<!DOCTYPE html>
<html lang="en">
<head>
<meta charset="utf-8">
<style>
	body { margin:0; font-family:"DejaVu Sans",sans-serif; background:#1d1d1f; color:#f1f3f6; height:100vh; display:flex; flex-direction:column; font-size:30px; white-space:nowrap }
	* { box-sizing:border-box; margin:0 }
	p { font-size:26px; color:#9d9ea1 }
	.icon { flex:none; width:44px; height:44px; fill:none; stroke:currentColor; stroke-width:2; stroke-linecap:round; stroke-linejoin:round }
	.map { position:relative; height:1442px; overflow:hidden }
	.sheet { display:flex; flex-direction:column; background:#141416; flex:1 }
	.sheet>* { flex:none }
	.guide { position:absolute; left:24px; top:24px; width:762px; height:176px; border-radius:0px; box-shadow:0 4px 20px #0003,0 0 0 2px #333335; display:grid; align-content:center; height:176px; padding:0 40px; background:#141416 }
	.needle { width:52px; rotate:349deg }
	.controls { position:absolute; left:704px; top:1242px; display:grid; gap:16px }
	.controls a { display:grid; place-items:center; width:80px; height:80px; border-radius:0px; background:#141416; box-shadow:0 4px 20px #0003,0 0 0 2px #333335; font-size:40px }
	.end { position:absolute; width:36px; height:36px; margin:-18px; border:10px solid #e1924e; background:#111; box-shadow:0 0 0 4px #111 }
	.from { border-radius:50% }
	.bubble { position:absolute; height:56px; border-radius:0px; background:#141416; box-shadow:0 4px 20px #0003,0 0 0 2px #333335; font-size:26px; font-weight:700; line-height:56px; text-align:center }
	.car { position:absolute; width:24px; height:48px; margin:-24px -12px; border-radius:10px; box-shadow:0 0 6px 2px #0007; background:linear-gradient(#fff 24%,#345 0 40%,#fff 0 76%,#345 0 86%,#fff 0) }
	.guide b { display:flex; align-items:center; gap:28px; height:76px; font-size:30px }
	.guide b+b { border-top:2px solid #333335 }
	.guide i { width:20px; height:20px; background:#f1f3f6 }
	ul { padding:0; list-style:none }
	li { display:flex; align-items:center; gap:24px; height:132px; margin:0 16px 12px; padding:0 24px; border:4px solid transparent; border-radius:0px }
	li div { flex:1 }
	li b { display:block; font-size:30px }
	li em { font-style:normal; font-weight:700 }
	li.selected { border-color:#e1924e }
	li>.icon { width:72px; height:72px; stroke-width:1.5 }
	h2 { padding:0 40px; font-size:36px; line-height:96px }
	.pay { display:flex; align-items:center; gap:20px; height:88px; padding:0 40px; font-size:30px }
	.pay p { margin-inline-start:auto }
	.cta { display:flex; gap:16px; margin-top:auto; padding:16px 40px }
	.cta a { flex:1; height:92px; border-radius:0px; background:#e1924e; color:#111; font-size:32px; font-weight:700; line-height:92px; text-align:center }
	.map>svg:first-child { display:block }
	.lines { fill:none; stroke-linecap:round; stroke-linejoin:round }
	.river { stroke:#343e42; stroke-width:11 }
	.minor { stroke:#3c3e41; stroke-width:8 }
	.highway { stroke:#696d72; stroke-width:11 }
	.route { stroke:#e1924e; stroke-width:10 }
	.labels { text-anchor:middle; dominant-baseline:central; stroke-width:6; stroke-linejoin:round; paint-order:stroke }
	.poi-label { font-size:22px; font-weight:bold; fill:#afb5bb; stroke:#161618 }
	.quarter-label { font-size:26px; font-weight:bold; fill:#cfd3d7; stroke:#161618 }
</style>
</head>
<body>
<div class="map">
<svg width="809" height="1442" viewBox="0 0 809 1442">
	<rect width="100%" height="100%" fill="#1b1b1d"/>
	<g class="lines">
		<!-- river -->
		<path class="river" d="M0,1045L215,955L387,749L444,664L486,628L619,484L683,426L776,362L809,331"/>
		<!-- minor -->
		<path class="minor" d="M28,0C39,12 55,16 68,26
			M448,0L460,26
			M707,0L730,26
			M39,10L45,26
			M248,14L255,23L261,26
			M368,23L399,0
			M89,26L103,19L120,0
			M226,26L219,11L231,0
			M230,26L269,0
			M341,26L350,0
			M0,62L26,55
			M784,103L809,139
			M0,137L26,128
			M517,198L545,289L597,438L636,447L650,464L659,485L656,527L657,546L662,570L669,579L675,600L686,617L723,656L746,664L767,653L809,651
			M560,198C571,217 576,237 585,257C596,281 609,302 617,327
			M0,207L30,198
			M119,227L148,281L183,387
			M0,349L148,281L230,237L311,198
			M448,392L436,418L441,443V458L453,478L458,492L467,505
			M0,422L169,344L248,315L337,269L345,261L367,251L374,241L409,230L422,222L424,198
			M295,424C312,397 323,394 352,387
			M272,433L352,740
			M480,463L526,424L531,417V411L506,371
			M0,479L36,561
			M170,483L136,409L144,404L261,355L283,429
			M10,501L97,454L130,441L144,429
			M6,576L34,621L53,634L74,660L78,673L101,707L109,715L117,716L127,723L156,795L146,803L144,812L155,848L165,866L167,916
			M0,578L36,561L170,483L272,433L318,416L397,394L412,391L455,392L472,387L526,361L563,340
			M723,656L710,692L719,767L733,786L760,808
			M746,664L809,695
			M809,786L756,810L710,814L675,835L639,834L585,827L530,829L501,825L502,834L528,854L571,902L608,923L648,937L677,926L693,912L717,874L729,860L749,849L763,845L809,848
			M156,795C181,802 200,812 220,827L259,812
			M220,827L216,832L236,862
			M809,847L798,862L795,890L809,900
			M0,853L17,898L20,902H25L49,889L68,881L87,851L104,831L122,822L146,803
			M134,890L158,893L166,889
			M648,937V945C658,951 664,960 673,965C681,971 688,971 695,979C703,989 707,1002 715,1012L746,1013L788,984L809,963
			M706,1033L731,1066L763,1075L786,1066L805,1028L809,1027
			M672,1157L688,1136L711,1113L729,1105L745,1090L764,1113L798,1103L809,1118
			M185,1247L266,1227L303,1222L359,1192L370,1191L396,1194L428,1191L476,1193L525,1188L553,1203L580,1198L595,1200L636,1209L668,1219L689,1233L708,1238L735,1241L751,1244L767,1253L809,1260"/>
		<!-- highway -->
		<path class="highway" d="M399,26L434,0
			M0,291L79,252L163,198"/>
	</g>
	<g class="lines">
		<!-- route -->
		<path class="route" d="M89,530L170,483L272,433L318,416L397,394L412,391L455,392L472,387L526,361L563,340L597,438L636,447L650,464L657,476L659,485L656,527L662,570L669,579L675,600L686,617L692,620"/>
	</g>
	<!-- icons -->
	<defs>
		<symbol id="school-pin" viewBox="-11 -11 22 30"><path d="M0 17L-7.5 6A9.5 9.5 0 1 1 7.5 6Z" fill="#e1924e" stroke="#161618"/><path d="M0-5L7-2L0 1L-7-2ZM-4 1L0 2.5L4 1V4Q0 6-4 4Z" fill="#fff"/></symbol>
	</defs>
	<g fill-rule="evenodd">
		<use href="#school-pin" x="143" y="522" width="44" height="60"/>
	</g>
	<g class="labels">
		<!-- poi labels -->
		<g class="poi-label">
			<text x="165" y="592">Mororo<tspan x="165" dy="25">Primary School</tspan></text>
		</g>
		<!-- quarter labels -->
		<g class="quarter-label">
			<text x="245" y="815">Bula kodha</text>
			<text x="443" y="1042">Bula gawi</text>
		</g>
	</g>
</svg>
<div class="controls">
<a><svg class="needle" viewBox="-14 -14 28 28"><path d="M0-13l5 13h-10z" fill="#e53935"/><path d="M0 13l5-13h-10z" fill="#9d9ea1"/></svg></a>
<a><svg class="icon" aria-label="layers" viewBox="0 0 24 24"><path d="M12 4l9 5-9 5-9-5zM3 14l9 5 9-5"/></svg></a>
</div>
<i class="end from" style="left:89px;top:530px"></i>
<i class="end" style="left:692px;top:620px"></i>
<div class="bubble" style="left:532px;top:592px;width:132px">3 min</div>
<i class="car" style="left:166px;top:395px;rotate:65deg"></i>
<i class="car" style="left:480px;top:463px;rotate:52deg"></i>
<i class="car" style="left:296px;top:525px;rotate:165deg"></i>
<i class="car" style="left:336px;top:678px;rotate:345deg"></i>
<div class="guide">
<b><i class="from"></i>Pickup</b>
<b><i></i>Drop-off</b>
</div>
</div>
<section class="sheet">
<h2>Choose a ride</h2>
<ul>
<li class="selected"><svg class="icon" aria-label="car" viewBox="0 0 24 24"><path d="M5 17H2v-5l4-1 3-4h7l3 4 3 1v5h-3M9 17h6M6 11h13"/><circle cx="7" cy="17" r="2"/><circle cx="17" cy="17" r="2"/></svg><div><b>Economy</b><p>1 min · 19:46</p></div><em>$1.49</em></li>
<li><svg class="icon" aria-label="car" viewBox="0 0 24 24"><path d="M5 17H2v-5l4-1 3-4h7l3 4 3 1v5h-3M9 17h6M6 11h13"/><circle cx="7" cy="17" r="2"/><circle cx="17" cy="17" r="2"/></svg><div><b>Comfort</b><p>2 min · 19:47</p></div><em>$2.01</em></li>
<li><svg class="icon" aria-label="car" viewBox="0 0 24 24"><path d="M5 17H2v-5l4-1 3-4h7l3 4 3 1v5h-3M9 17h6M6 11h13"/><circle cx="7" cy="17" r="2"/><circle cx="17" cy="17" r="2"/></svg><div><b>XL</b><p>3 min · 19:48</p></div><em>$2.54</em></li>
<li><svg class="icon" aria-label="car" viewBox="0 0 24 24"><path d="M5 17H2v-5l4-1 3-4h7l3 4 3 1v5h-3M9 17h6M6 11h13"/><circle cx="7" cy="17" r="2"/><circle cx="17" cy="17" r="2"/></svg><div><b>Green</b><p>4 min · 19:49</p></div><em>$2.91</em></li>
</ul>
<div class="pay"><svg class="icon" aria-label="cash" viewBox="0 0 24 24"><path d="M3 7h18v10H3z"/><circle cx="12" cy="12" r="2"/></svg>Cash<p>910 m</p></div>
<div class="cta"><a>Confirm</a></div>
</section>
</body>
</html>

*Assigned task*:
Filter the records above and return every line that holds the word "controls".

*Written solution*:
	.controls { position:absolute; left:704px; top:1242px; display:grid; gap:16px }
	.controls a { display:grid; place-items:center; width:80px; height:80px; border-radius:0px; background:#141416; box-shadow:0 4px 20px #0003,0 0 0 2px #333335; font-size:40px }
<div class="controls">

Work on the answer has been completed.